All Keystone deployment patterns share a layered security model:

  1. LUKS full-disk encryption -- Every storage device is encrypted with LUKS2. On ZFS configurations, a credstore partition holds ZFS encryption keys inside a LUKS volume, creating a chain where LUKS protects ZFS and ZFS protects user data.
  2. TPM2 automatic unlock -- The TPM chip stores LUKS keys bound to specific PCR measurements, enabling automatic unlock when the boot chain has not been tampered with. If the TPM measurement fails, the system falls back to a passphrase prompt.

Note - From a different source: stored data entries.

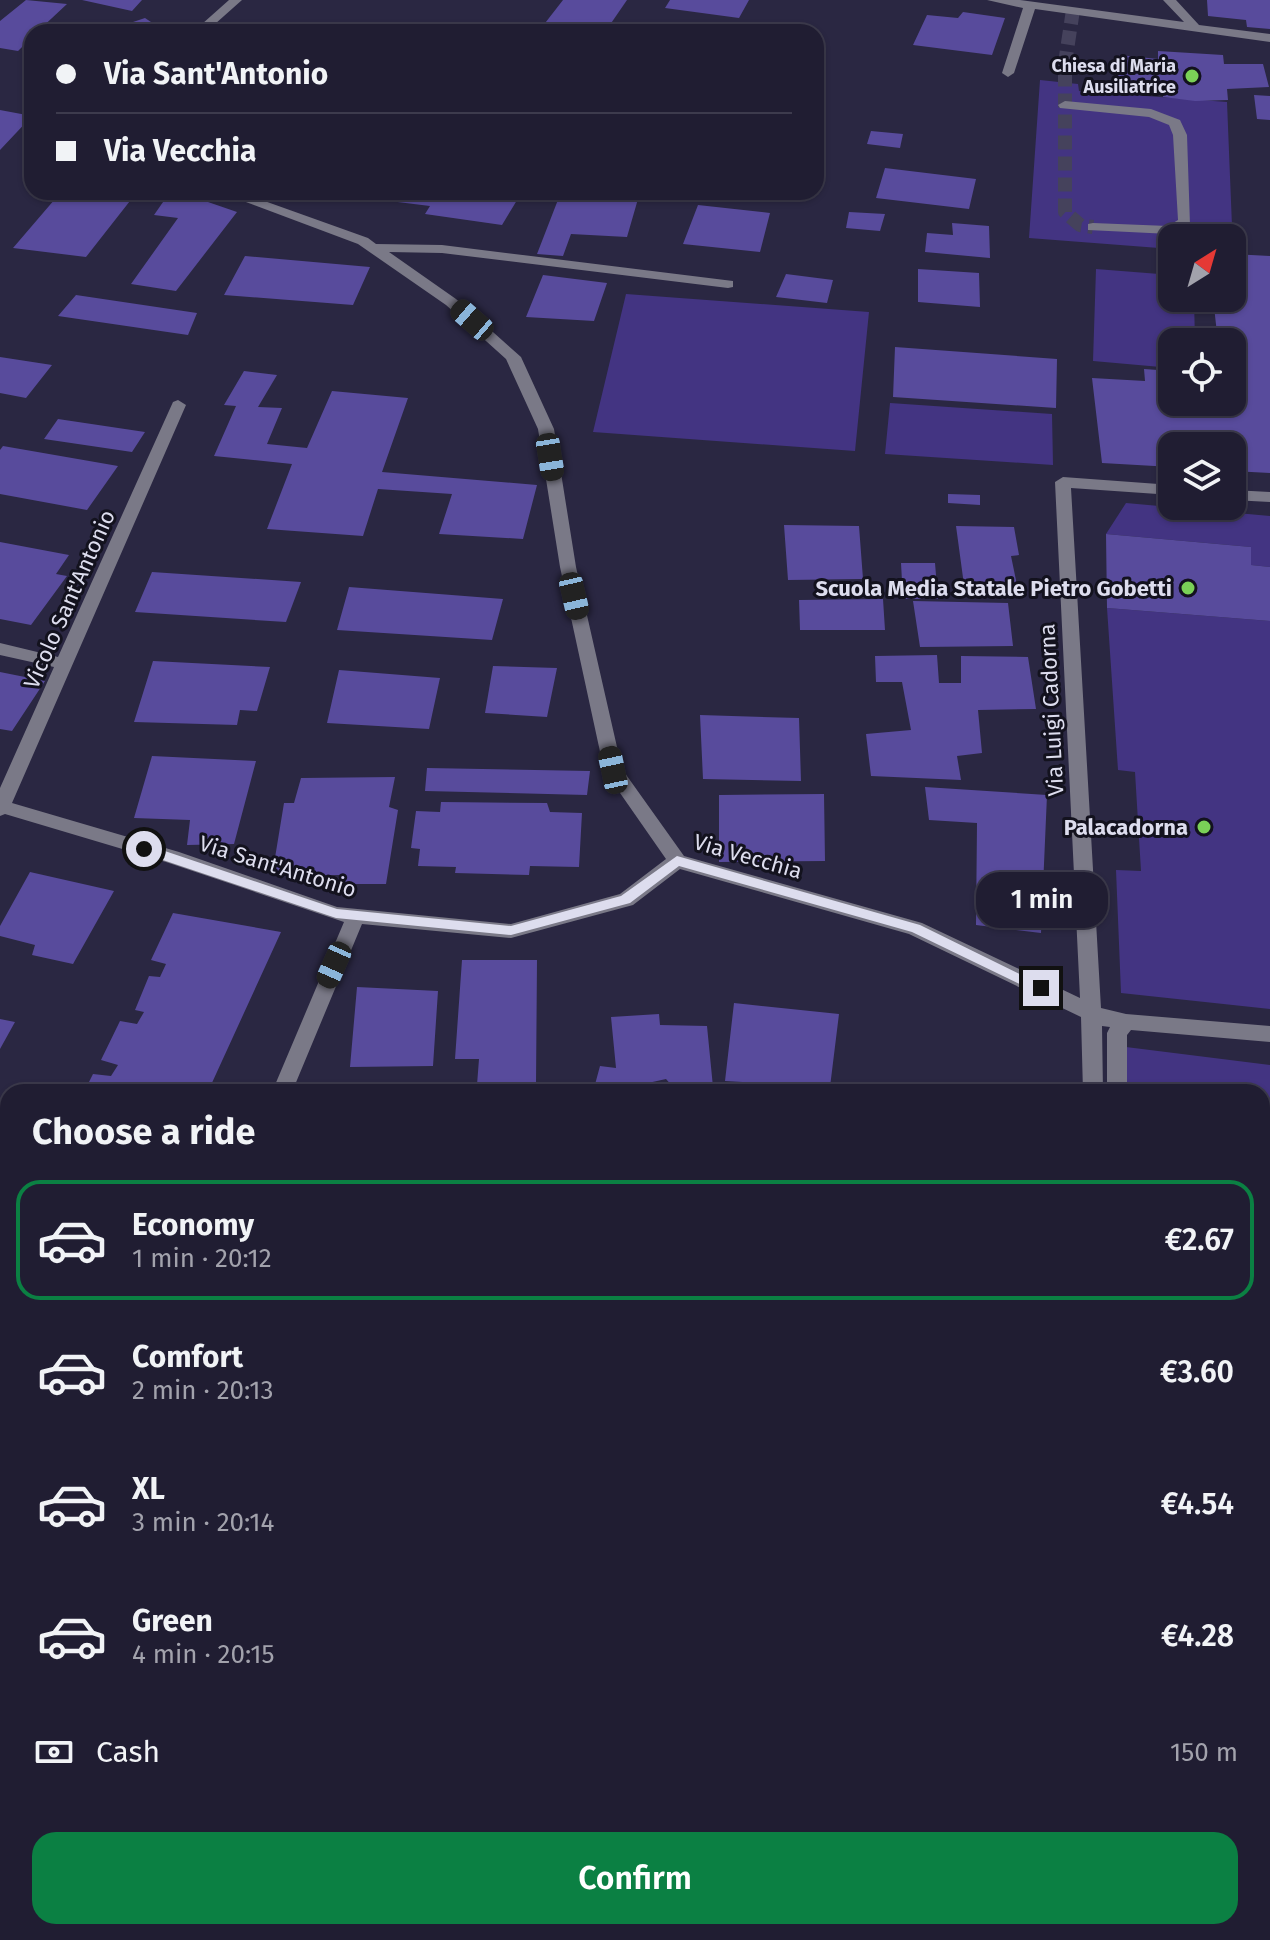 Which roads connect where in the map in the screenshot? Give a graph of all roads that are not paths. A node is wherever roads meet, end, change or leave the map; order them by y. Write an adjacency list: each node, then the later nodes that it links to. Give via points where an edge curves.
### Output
1 (236, 0): 5 (street)
2 (993, 0): 4 (street)
3 (1169, 0): 6 (street)
4 (1030, 5): 6 (street); 8 (street)
5 (208, 24)
6 (1194, 26): 7 (street)
7 (1270, 38)
8 (1008, 73)
9 (1065, 105): 11 (street, via 1151,113 1175,123 1180,135 1185,222 1170,230)
10 (248, 200): 12 (street, Via Vecchia)
11 (1093, 227)
12 (373, 248): 13 (street, via 442,249); 21 (street, Via Vecchia, via 451,302 513,357 546,429 568,567 613,770)
13 (728, 284)
14 (178, 405): 19 (street, Vicolo Sant'Antonio)
15 (1158, 489): 23 (street, Via Luigi Cadorna, via 1063,482)
16 (1246, 496): 17 (street)
17 (1270, 497)
18 (0, 649): 19 (street)
19 (65, 664): 20 (street, Vicolo Sant'Antonio)
20 (1, 807): 22 (street, Via Sant'Antonio)
21 (677, 861): 22 (street, Via Sant'Antonio, via 626,900 511,931); 23 (street, Via Vecchia, via 915,928)
22 (356, 916): 26 (street)
23 (1091, 1013): 24 (street, Via Vecchia); 27 (street, Via Luigi Cadorna)
24 (1126, 1022): 25 (street, Via Vecchia); 28 (street, via 1117,1033)
25 (1270, 1034)
26 (285, 1084)
27 (1093, 1084)
28 (1117, 1084) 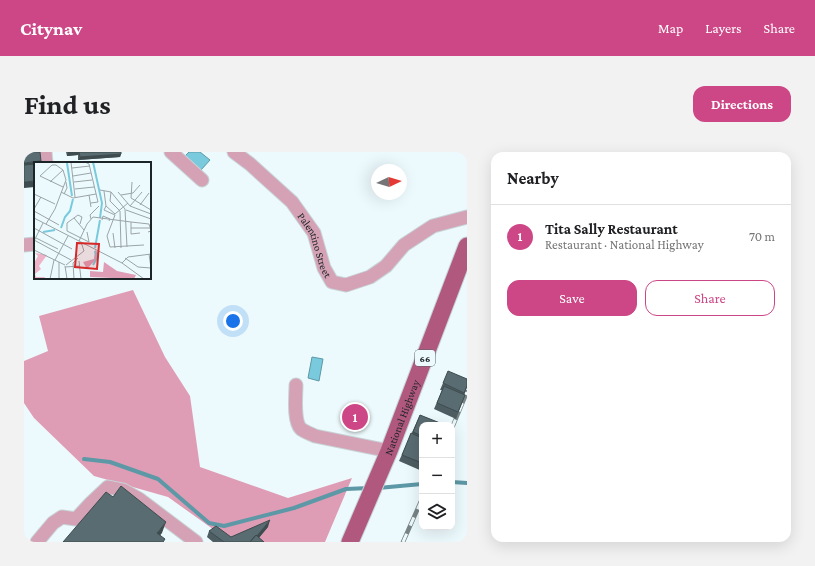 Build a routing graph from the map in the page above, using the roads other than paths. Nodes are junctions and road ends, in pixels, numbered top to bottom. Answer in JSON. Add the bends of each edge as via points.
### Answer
{"nodes":[{"id":1,"x":45,"y":152,"type":"edge"},
{"id":2,"x":172,"y":152,"type":"edge"},
{"id":3,"x":234,"y":152,"type":"edge"},
{"id":4,"x":46,"y":162,"type":"edge"},
{"id":5,"x":202,"y":180,"type":"dead end"},
{"id":6,"x":467,"y":217,"type":"edge"},
{"id":7,"x":34,"y":244,"type":"edge"},
{"id":8,"x":24,"y":245,"type":"edge"},
{"id":9,"x":467,"y":246,"type":"edge"},
{"id":10,"x":296,"y":384,"type":"dead end"},
{"id":11,"x":389,"y":451,"type":"junction"},
{"id":12,"x":37,"y":542,"type":"edge"},
{"id":13,"x":196,"y":542,"type":"edge"},
{"id":14,"x":350,"y":542,"type":"edge"}],
"edges":[{"from":1,"to":4,"type":"street"},
{"from":2,"to":5,"type":"street"},
{"from":3,"to":6,"type":"street","name":"Palentino Street","via":[[292,202],[314,233],[324,268],[332,282],[346,285],[370,277],[386,266],[404,245],[433,226]]},
{"from":7,"to":8,"type":"street"},
{"from":9,"to":11,"type":"main road","name":"National Highway","number":"66"},
{"from":10,"to":11,"type":"street","via":[[297,422],[304,431],[315,436]]},
{"from":11,"to":14,"type":"main road","name":"National Highway","number":"66"},
{"from":12,"to":13,"type":"street","via":[[53,523],[62,517],[76,519],[108,487],[123,490],[139,499]]}]}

  3. Secure Boot -- Lanzaboote signs boot components with custom keys enrolled in the UEFI firmware. This ensures that only trusted code executes before the operating system starts.
  4. SystemD initrd orchestration -- The boot sequence follows a strict dependency chain: pool import, credstore unlock, key loading, and filesystem mounting. TPM2 PCR measurements verify boot state at each step.

For detailed configuration of the encryption and boot security layers, see the disk encryption and Secure Boot documentation.